しかし,長女の出生後,別居するまでの監護の実績は,監護者を定めるに当たっての重要な考慮要素ではあるものの,本件においては,前記(1)で説示したとおり,長女が,自ら抗告人の下を離れて相手方宅に戻り,その後,2年弱もの間,相手方が長女を監護しているといった事情こそを重視すべきである。そして,抗告人と相手方がそれぞれ他方の不貞行為を疑って探偵会社に素行調査を依頼するといった状況にあること等からすると,長女が両親の対立の影響を受けている可能性は否定し得ないものの,長女は,抗告人に別居先に連れて行かれた直後の時点で,自らの意思で,相手方の下に戻る意向を抗告人に伝えているのであるから,それが相手方の影響によるものであったとは考え難いし,その後,抗告人と長女が面会する機会がそれ相応にあった中でも,長女の意向が変化したことはうかがえず,引き続き相手方宅での生活を選択し続けていることからすると,長女の上記意向は,自らの考えに基づく部分が大きいというべきである。また,相手方が長女を放置して女性宅に宿泊しているといった事実を認めるに足りる資料は存在せず,審理終結の直前に抗告人から提出された調査報告書(乙40)が,相手方が長女を連れて女性宅に宿泊した事実を示すものであるとしても,その経緯等は判然としないから,仮に,そのような事実があったとしても直ちに相手方が長女の監護者としての適格性を欠くということにもならない。
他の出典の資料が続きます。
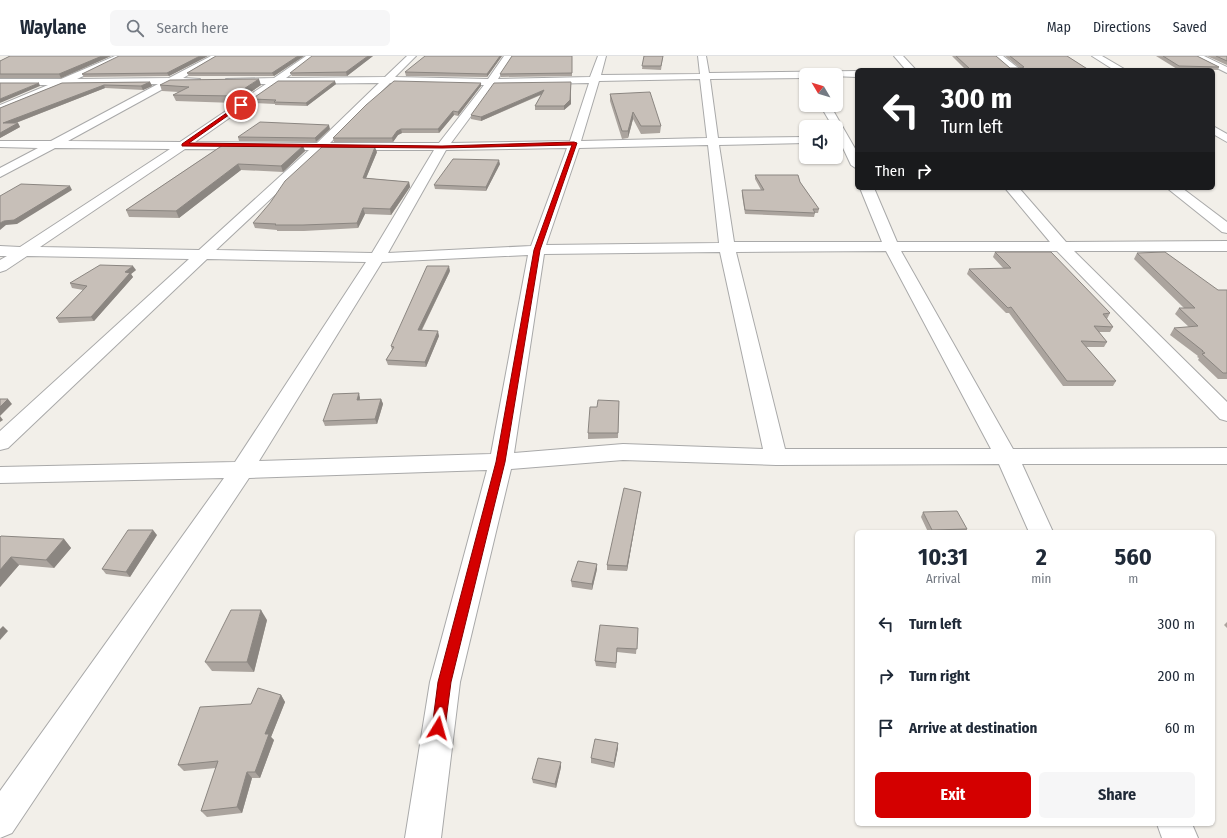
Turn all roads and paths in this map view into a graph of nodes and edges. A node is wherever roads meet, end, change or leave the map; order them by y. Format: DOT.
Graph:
graph roads {
  1 [pos="122,56"];
  2 [pos="217,56"];
  3 [pos="312,56"];
  4 [pos="412,56"];
  5 [pos="508,56"];
  6 [pos="602,56"];
  7 [pos="702,56"];
  8 [pos="898,56"];
  9 [pos="998,56"];
  10 [pos="1096,56"];
  11 [pos="1197,56"];
  12 [pos="909,68"];
  13 [pos="1013,68"];
  14 [pos="1117,68"];
  15 [pos="1227,70"];
  16 [pos="799,73"];
  17 [pos="843,74"];
  18 [pos="855,74"];
  19 [pos="1215,74"];
  20 [pos="1227,74"];
  21 [pos="704,76"];
  22 [pos="595,79"];
  23 [pos="386,80"];
  24 [pos="62,81"];
  25 [pos="174,81"];
  26 [pos="205,81"];
  27 [pos="221,81"];
  28 [pos="276,81"];
  29 [pos="0,82"];
  30 [pos="491,82"];
  31 [pos="0,109"];
  32 [pos="829,112"];
  33 [pos="1215,131"];
  34 [pos="1215,139"];
  35 [pos="1227,139"];
  36 [pos="799,140"];
  37 [pos="846,140"];
  38 [pos="712,142"];
  39 [pos="574,143"];
  40 [pos="0,144"];
  41 [pos="51,144"];
  42 [pos="183,145"];
  43 [pos="321,145"];
  44 [pos="442,147"];
  45 [pos="855,160"];
  46 [pos="0,173"];
  47 [pos="868,190"];
  48 [pos="1014,190"];
  49 [pos="1177,190"];
  50 [pos="1227,229"];
  51 [pos="1227,246"];
  52 [pos="727,247"];
  53 [pos="1062,247"];
  54 [pos="892,248"];
  55 [pos="537,250"];
  56 [pos="0,251"];
  57 [pos="22,251"];
  58 [pos="202,255"];
  59 [pos="377,258"];
  60 [pos="0,267"];
  61 [pos="1227,414"];
  62 [pos="0,443"];
  63 [pos="1227,456"];
  64 [pos="776,457"];
  65 [pos="1007,457"];
  66 [pos="501,462"];
  67 [pos="242,470"];
  68 [pos="0,475"];
  69 [pos="1040,530"];
  70 [pos="0,821"];
  71 [pos="1175,826"];
  72 [pos="423,838"];
  73 [pos="1180,838"];
  1 -- 24 [label="street"];
  2 -- 25 [label="street"];
  3 -- 28 [label="street"];
  4 -- 23 [label="street"];
  5 -- 30 [label="street"];
  6 -- 22 [label="street"];
  7 -- 21 [label="street"];
  8 -- 12 [label="street"];
  9 -- 13 [label="street"];
  10 -- 14 [label="street"];
  11 -- 15 [label="street"];
  16 -- 21 [label="street"];
  17 -- 18 [label="street"];
  19 -- 20 [label="street"];
  21 -- 22 [label="street"];
  21 -- 38 [label="street"];
  22 -- 30 [label="street"];
  22 -- 39 [label="street"];
  23 -- 28 [label="street"];
  23 -- 30 [label="street"];
  23 -- 43 [label="street"];
  24 -- 25 [label="street"];
  24 -- 29 [label="street"];
  24 -- 31 [label="street"];
  25 -- 26 [label="street"];
  25 -- 41 [label="street"];
  27 -- 28 [label="street"];
  28 -- 42 [label="street"];
  30 -- 44 [label="street"];
  32 -- 37 [label="street"];
  33 -- 35 [label="street"];
  34 -- 35 [label="street"];
  36 -- 38 [label="street"];
  37 -- 45 [label="street"];
  38 -- 39 [label="street"];
  38 -- 52 [label="street"];
  39 -- 44 [label="street"];
  39 -- 55 [label="street"];
  40 -- 41 [label="street"];
  41 -- 42 [label="street"];
  41 -- 46 [label="street"];
  42 -- 43 [label="street"];
  42 -- 57 [label="street"];
  43 -- 44 [label="street"];
  43 -- 58 [label="street"];
  44 -- 59 [label="street"];
  47 -- 54 [label="street"];
  48 -- 53 [label="street"];
  49 -- 50 [label="street"];
  51 -- 53 [label="street"];
  52 -- 54 [label="street"];
  52 -- 55 [label="street"];
  52 -- 64 [label="street"];
  53 -- 54 [label="street"];
  53 -- 61 [label="street"];
  54 -- 65 [label="street"];
  55 -- 59 [label="street"];
  55 -- 66 [label="street"];
  56 -- 57 [label="street"];
  57 -- 58 [label="street"];
  57 -- 60 [label="street"];
  58 -- 59 [label="street"];
  58 -- 62 [label="street"];
  59 -- 67 [label="street"];
  63 -- 65 [label="street"];
  64 -- 65 [label="street"];
  64 -- 66 [label="street"];
  65 -- 69 [label="street"];
  66 -- 67 [label="street"];
  66 -- 72 [label="street"];
  67 -- 68 [label="street"];
  67 -- 70 [label="street"];
  71 -- 73 [label="street"];
}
したがって,抗告人の上記主張を採用することはできない。
個々の事実関係は千差万別ですが、上記で紹介した裁判例はいずれも父親と子どもが一緒に暮らしていた(父親が同居親であった)という共通点があるといえます。
ただし、父親が子どもと一緒に暮らしていても、母親が親権者・監護者に定められる事例(母親の監護者指定・子の引渡し請求を認容する事例)も多々あり、やはり前述のとおり、父親が親権者・監護者として認められる事例は稀で、相応にハードルが高いというのが実情といえます。